• Material to process:
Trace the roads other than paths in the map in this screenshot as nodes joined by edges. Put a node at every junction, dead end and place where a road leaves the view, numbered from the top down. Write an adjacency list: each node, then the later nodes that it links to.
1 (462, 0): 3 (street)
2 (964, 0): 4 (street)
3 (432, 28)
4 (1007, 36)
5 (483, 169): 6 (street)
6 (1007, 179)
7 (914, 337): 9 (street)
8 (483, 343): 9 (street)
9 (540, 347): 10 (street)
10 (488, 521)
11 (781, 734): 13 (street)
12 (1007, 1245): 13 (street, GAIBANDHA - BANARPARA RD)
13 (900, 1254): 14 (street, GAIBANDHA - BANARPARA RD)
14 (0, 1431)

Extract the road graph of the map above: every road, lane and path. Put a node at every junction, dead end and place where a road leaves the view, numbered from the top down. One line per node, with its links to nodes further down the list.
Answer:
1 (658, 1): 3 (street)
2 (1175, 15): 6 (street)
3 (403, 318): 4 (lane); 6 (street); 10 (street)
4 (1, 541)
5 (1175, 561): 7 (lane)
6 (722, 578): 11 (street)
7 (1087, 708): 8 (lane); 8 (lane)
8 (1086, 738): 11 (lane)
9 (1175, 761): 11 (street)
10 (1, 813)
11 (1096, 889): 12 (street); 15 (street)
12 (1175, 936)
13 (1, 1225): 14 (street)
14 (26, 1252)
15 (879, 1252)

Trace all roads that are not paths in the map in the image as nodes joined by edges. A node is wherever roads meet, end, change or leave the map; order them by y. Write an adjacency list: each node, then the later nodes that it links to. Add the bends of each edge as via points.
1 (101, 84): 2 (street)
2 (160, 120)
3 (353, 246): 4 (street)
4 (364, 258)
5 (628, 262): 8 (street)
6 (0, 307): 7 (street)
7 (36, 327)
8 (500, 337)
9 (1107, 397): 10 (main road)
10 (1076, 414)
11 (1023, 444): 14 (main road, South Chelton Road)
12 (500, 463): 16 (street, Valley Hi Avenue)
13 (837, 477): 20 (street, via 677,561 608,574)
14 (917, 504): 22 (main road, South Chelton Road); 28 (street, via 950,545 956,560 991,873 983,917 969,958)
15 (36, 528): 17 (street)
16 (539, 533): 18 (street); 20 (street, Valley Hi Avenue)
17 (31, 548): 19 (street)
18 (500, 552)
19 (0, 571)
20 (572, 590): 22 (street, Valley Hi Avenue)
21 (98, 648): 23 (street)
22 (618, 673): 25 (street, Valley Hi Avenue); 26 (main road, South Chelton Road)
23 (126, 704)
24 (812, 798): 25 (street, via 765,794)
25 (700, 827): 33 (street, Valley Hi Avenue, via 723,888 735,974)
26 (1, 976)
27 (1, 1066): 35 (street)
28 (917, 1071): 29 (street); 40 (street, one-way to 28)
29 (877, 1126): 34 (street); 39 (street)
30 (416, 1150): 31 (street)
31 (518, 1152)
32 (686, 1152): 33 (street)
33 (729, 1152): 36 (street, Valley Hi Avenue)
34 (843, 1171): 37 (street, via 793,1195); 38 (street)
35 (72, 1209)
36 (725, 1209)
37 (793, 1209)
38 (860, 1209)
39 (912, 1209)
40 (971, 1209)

• What is being asked:
All of the entries above are to be printed again exactly.

• Finished exercise:
Trace the roads other than paths in the map in this screenshot as nodes joined by edges. Put a node at every junction, dead end and place where a road leaves the view, numbered from the top down. Write an adjacency list: each node, then the later nodes that it links to.
1 (462, 0): 3 (street)
2 (964, 0): 4 (street)
3 (432, 28)
4 (1007, 36)
5 (483, 169): 6 (street)
6 (1007, 179)
7 (914, 337): 9 (street)
8 (483, 343): 9 (street)
9 (540, 347): 10 (street)
10 (488, 521)
11 (781, 734): 13 (street)
12 (1007, 1245): 13 (street, GAIBANDHA - BANARPARA RD)
13 (900, 1254): 14 (street, GAIBANDHA - BANARPARA RD)
14 (0, 1431)

Extract the road graph of the map above: every road, lane and path. Put a node at every junction, dead end and place where a road leaves the view, numbered from the top down. One line per node, with its links to nodes further down the list.
Answer:
1 (658, 1): 3 (street)
2 (1175, 15): 6 (street)
3 (403, 318): 4 (lane); 6 (street); 10 (street)
4 (1, 541)
5 (1175, 561): 7 (lane)
6 (722, 578): 11 (street)
7 (1087, 708): 8 (lane); 8 (lane)
8 (1086, 738): 11 (lane)
9 (1175, 761): 11 (street)
10 (1, 813)
11 (1096, 889): 12 (street); 15 (street)
12 (1175, 936)
13 (1, 1225): 14 (street)
14 (26, 1252)
15 (879, 1252)

Trace all roads that are not paths in the map in the image as nodes joined by edges. A node is wherever roads meet, end, change or leave the map; order them by y. Write an adjacency list: each node, then the later nodes that it links to. Add the bends of each edge as via points.
1 (101, 84): 2 (street)
2 (160, 120)
3 (353, 246): 4 (street)
4 (364, 258)
5 (628, 262): 8 (street)
6 (0, 307): 7 (street)
7 (36, 327)
8 (500, 337)
9 (1107, 397): 10 (main road)
10 (1076, 414)
11 (1023, 444): 14 (main road, South Chelton Road)
12 (500, 463): 16 (street, Valley Hi Avenue)
13 (837, 477): 20 (street, via 677,561 608,574)
14 (917, 504): 22 (main road, South Chelton Road); 28 (street, via 950,545 956,560 991,873 983,917 969,958)
15 (36, 528): 17 (street)
16 (539, 533): 18 (street); 20 (street, Valley Hi Avenue)
17 (31, 548): 19 (street)
18 (500, 552)
19 (0, 571)
20 (572, 590): 22 (street, Valley Hi Avenue)
21 (98, 648): 23 (street)
22 (618, 673): 25 (street, Valley Hi Avenue); 26 (main road, South Chelton Road)
23 (126, 704)
24 (812, 798): 25 (street, via 765,794)
25 (700, 827): 33 (street, Valley Hi Avenue, via 723,888 735,974)
26 (1, 976)
27 (1, 1066): 35 (street)
28 (917, 1071): 29 (street); 40 (street, one-way to 28)
29 (877, 1126): 34 (street); 39 (street)
30 (416, 1150): 31 (street)
31 (518, 1152)
32 (686, 1152): 33 (street)
33 (729, 1152): 36 (street, Valley Hi Avenue)
34 (843, 1171): 37 (street, via 793,1195); 38 (street)
35 (72, 1209)
36 (725, 1209)
37 (793, 1209)
38 (860, 1209)
39 (912, 1209)
40 (971, 1209)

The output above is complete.